Extracted records -
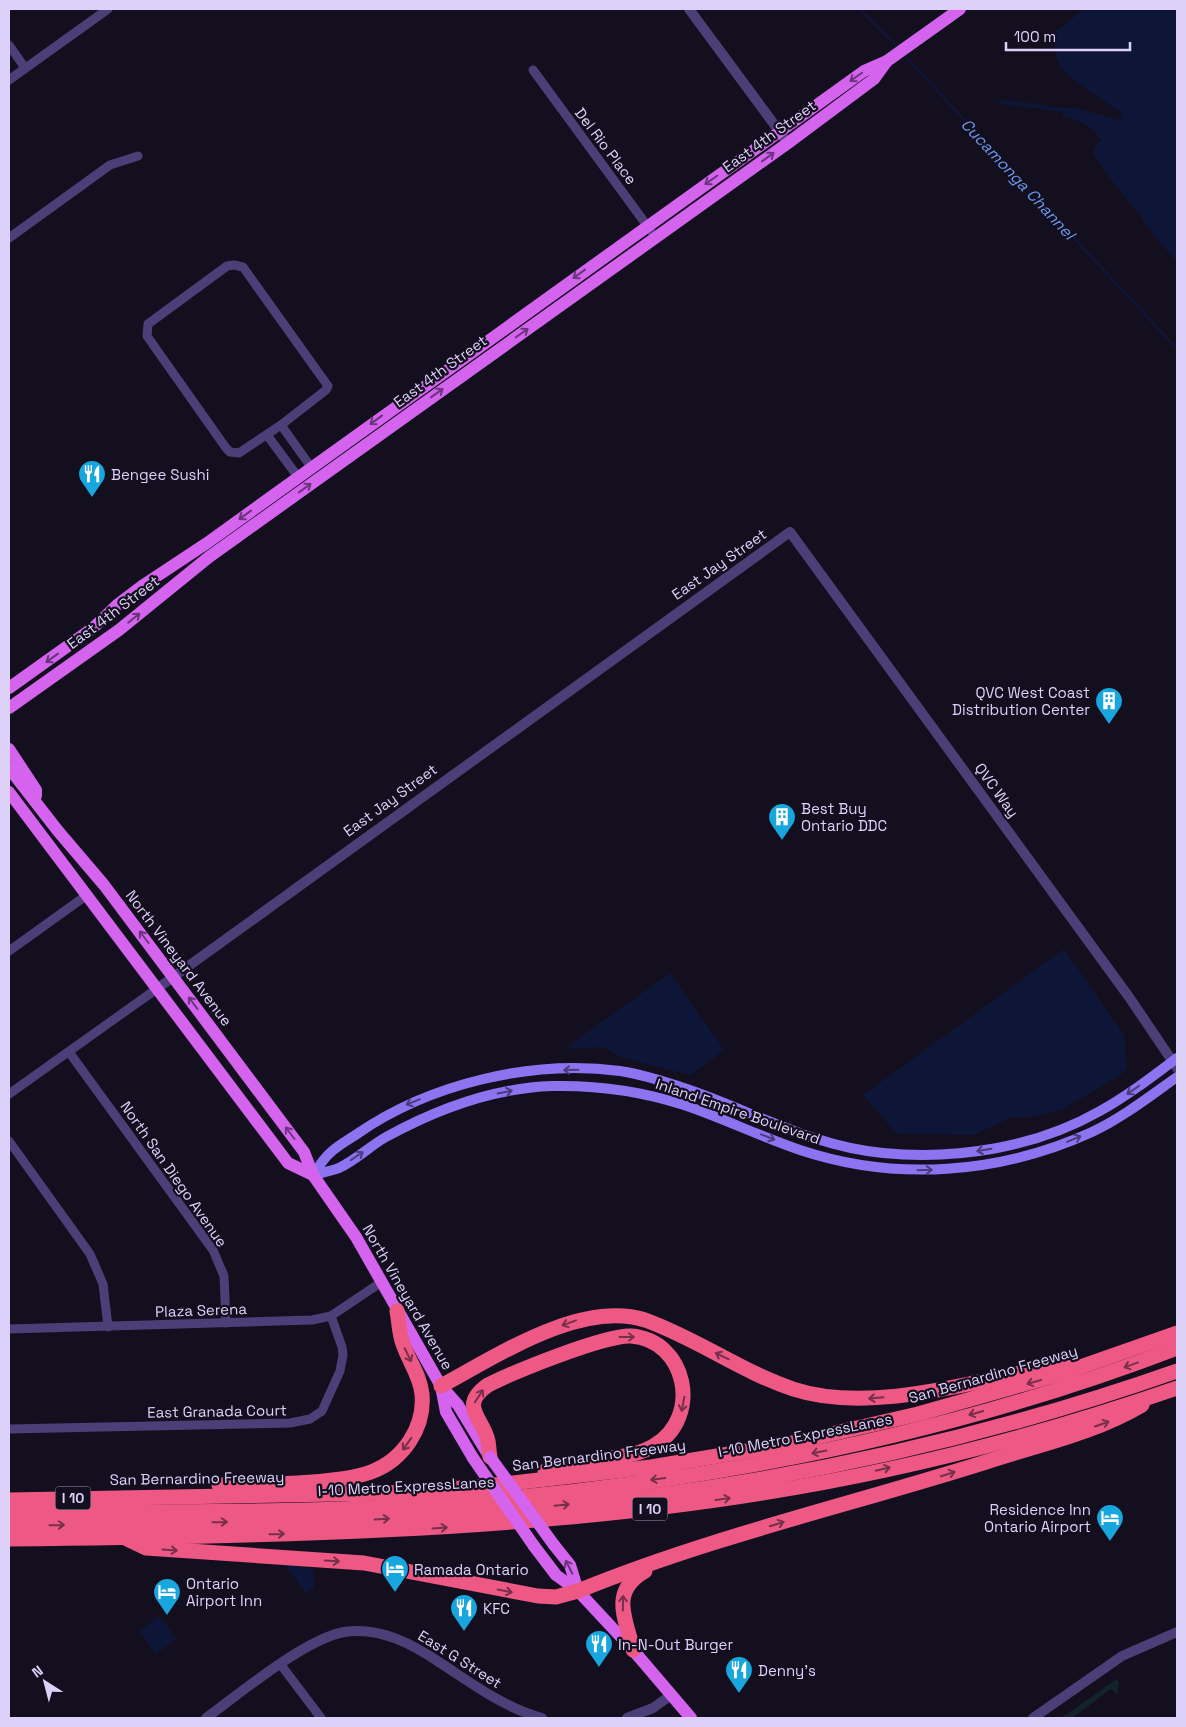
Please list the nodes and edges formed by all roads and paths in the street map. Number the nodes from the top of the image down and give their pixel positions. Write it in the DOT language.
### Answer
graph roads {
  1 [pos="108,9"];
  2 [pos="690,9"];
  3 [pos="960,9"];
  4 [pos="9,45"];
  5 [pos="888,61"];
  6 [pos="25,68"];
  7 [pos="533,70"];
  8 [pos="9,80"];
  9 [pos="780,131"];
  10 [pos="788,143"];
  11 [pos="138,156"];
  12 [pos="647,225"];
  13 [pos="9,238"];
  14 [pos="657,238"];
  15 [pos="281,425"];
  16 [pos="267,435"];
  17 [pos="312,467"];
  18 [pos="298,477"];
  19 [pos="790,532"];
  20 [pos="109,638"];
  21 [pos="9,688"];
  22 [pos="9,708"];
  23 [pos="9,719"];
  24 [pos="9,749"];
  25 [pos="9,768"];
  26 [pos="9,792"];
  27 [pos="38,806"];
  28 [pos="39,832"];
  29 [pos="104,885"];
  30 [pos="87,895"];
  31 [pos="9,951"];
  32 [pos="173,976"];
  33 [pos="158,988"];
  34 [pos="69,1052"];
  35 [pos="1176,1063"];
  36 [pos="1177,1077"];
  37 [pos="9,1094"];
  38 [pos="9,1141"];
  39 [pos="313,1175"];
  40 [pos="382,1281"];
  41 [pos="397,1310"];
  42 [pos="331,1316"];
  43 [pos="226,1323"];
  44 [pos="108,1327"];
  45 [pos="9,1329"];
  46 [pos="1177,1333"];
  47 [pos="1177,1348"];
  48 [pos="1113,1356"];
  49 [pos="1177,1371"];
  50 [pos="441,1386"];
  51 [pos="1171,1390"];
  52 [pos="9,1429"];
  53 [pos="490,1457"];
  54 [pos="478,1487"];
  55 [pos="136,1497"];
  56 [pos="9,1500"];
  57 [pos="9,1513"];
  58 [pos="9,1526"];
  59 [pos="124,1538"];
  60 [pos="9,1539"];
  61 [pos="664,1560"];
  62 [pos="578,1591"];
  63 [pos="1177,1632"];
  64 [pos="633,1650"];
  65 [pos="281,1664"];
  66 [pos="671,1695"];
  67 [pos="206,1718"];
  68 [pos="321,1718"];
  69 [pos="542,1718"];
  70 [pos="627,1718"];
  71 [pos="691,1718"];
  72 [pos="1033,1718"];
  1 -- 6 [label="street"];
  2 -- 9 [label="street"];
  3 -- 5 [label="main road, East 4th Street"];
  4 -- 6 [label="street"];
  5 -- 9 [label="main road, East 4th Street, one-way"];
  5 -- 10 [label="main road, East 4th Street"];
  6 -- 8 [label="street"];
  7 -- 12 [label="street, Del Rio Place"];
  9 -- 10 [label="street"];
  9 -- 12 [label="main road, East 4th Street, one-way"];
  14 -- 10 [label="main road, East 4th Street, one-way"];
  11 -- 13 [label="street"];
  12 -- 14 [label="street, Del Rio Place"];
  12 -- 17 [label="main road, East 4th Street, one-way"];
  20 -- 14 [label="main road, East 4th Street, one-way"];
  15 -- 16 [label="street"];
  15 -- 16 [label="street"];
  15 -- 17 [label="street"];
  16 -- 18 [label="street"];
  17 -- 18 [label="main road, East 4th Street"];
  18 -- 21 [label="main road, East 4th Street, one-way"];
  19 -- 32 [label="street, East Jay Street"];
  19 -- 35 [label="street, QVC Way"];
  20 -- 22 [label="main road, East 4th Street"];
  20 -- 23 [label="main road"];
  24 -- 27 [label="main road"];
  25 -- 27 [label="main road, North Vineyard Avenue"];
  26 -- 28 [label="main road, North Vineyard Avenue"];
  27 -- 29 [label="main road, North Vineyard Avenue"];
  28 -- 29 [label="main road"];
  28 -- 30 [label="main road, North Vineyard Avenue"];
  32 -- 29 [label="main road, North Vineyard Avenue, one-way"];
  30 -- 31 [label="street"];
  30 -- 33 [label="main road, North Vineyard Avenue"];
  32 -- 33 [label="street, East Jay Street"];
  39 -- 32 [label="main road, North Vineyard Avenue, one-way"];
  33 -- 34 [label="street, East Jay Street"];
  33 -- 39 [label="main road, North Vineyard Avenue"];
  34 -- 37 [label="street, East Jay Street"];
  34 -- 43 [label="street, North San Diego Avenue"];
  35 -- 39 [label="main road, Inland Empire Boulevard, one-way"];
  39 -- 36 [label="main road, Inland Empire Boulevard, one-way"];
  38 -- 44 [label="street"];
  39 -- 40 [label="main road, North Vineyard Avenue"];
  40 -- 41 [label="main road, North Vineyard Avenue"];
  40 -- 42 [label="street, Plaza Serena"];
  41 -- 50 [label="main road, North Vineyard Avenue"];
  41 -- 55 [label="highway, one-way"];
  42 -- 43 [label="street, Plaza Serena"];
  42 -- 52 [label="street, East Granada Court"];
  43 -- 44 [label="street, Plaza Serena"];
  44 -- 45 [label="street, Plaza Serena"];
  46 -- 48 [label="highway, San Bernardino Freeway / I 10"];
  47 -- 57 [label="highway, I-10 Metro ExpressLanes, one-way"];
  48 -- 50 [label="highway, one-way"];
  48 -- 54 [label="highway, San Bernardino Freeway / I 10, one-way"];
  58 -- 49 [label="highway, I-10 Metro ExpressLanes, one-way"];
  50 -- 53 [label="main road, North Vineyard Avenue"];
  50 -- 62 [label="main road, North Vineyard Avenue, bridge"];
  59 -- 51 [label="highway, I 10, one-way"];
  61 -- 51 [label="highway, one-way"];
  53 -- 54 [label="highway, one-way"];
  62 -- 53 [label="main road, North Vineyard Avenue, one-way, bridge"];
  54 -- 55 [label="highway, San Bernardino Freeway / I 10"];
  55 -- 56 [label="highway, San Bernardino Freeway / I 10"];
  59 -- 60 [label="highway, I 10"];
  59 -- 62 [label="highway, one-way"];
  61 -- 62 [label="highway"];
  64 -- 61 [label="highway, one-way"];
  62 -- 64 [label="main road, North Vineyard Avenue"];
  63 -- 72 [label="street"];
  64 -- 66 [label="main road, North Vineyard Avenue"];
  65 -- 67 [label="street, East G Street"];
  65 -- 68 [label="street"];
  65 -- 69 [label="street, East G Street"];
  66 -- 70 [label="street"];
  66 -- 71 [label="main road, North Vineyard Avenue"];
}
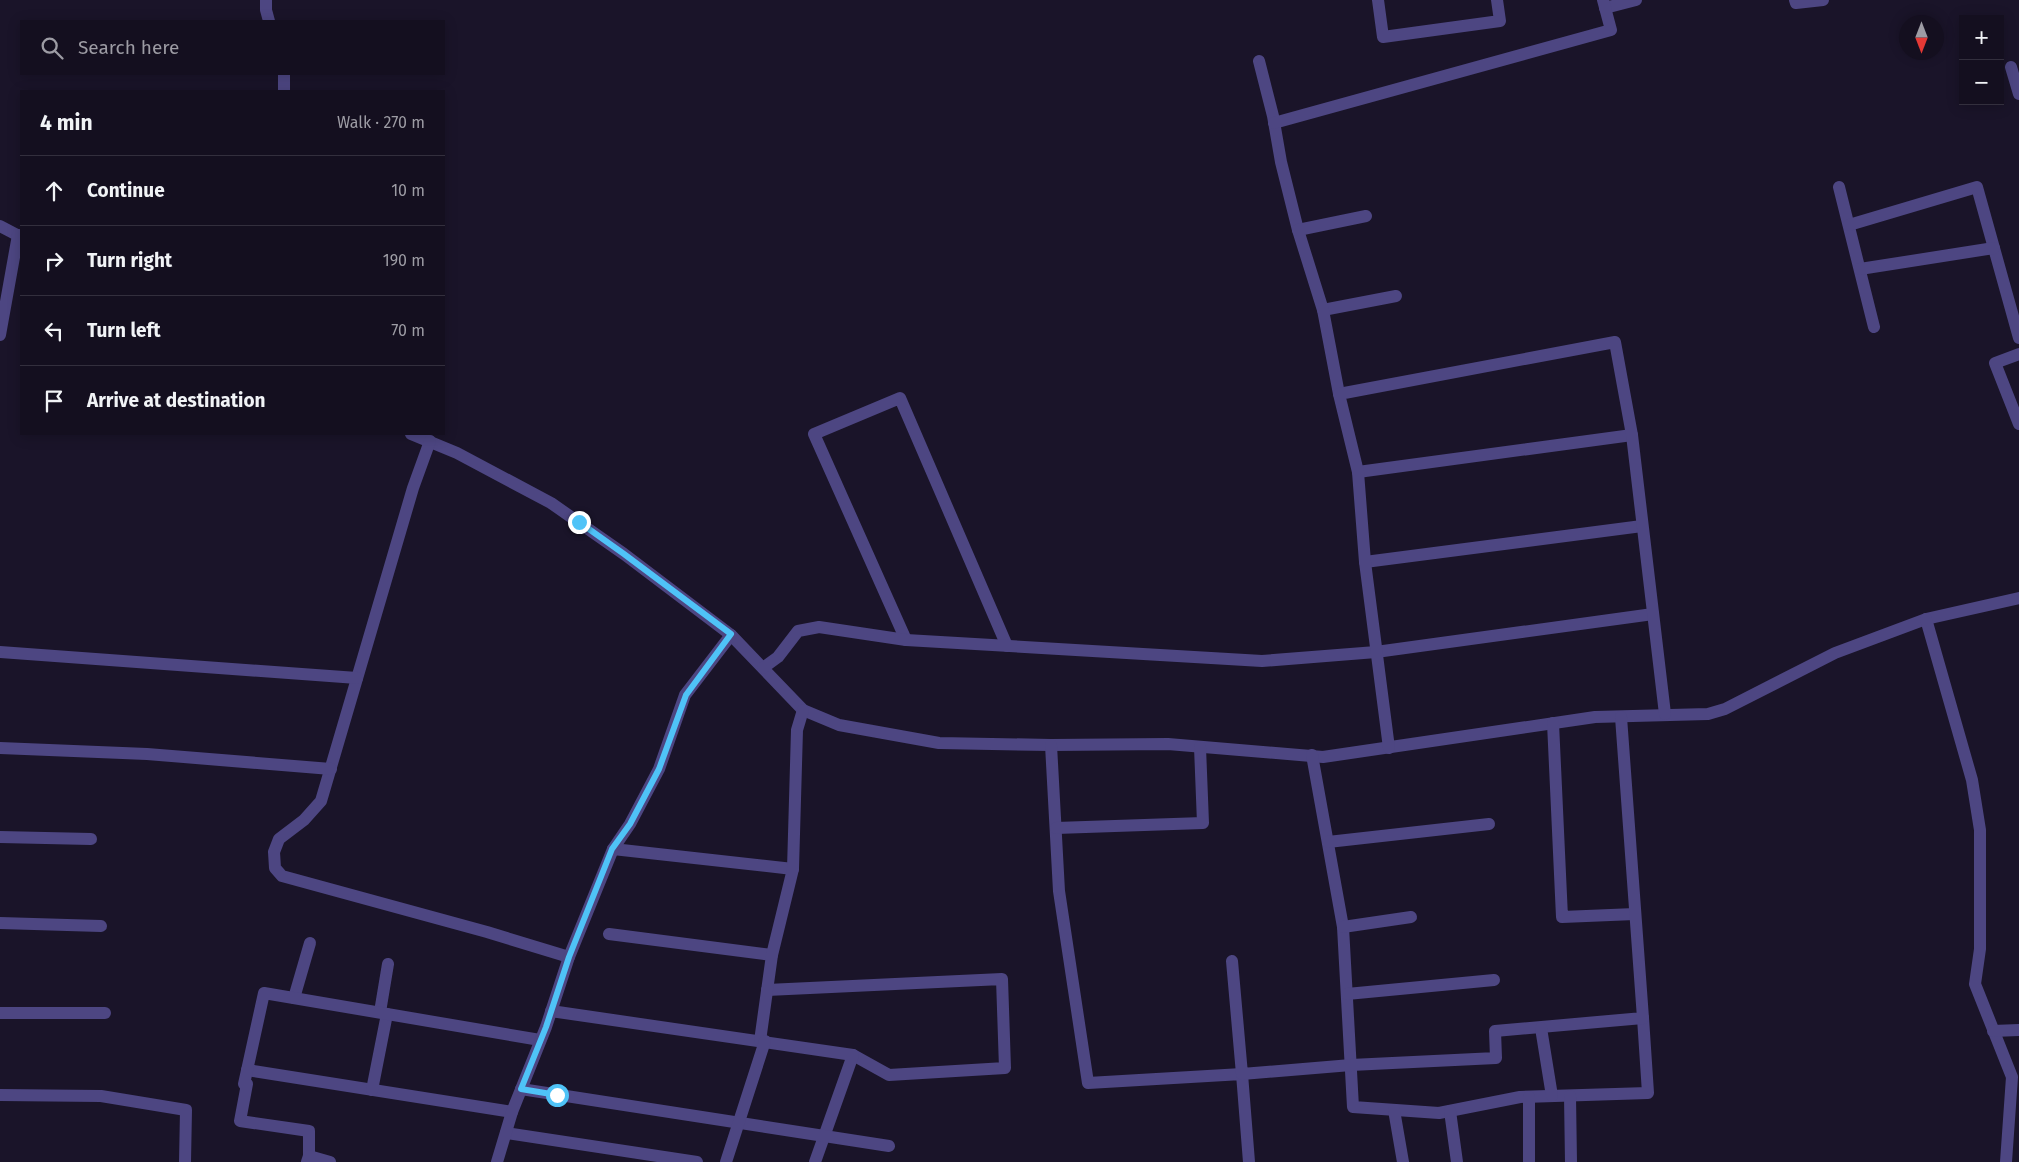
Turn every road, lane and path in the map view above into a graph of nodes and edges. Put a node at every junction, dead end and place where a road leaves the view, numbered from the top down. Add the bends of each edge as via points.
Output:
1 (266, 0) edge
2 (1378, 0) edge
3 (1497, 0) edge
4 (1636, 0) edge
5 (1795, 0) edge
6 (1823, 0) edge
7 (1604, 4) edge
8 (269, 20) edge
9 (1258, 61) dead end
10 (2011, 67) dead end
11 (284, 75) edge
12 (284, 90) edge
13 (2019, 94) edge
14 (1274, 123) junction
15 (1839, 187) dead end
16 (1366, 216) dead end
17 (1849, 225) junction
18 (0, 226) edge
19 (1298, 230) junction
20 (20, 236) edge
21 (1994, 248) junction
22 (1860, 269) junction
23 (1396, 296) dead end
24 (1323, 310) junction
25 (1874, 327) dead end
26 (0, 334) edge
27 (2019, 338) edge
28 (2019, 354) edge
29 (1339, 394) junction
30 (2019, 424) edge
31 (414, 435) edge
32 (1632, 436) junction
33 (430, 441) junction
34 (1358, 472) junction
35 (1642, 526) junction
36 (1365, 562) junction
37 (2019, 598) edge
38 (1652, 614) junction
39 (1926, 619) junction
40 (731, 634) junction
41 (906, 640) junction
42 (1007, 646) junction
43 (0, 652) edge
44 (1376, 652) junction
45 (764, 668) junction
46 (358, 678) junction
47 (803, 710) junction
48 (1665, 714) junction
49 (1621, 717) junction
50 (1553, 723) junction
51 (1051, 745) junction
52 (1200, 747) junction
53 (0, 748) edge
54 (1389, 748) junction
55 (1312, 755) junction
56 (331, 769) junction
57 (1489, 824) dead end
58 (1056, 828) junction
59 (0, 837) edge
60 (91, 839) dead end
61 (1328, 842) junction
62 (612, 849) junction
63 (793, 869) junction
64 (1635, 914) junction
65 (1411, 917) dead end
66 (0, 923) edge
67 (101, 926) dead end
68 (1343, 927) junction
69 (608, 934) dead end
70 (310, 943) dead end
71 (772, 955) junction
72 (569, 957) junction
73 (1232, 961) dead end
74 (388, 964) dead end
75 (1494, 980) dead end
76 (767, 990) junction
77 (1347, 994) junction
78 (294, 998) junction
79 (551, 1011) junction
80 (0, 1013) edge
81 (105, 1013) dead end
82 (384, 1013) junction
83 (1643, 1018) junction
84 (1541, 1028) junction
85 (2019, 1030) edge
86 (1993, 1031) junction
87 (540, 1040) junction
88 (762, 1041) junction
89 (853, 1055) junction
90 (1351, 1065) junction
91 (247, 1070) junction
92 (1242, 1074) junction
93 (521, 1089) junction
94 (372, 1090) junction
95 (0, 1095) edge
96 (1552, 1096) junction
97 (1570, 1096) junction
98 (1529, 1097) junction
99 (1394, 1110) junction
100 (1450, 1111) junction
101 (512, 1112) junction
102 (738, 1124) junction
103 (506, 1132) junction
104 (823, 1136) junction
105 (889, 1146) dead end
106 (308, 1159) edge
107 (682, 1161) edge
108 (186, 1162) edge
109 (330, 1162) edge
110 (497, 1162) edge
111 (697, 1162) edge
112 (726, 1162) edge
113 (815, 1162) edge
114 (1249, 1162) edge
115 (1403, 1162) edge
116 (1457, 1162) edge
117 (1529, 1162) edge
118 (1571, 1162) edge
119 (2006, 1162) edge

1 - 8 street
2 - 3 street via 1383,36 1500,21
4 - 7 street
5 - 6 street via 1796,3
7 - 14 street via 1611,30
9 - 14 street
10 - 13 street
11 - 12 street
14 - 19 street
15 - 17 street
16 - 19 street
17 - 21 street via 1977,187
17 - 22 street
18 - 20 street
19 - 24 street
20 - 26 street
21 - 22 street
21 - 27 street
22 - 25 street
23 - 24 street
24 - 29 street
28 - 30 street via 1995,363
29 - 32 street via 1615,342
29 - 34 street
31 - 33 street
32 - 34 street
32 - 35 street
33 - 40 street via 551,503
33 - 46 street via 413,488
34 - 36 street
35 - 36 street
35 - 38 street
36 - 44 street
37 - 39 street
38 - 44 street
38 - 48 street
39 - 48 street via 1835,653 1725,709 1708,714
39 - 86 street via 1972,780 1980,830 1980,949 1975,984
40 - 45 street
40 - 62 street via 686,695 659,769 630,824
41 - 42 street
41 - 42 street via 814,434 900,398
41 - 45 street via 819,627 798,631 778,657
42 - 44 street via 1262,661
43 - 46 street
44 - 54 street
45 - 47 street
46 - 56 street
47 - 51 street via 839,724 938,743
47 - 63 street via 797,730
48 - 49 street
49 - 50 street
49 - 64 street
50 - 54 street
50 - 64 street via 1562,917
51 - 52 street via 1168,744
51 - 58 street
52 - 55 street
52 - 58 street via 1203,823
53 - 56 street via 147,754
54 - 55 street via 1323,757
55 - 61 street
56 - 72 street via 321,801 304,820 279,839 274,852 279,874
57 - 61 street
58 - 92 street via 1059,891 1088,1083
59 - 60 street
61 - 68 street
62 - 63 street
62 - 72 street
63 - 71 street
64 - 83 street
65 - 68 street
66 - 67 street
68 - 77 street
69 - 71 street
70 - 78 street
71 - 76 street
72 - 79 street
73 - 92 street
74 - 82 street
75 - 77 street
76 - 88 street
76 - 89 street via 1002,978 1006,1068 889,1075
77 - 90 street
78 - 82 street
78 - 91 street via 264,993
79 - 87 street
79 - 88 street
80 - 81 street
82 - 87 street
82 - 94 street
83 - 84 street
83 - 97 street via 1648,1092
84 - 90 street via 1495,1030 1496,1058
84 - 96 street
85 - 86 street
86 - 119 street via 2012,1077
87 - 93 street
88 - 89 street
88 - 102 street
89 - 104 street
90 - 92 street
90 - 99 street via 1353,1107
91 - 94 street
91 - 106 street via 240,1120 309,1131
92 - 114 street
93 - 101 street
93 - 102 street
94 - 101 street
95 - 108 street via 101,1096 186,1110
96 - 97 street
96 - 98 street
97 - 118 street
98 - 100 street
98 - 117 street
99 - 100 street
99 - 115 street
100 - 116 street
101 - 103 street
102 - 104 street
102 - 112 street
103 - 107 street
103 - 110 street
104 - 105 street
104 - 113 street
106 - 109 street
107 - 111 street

What you have to do -
Every line above that holds the word "ExpressLanes" should be copied out.

Result -
  47 -- 57 [label="highway, I-10 Metro ExpressLanes, one-way"];
  58 -- 49 [label="highway, I-10 Metro ExpressLanes, one-way"];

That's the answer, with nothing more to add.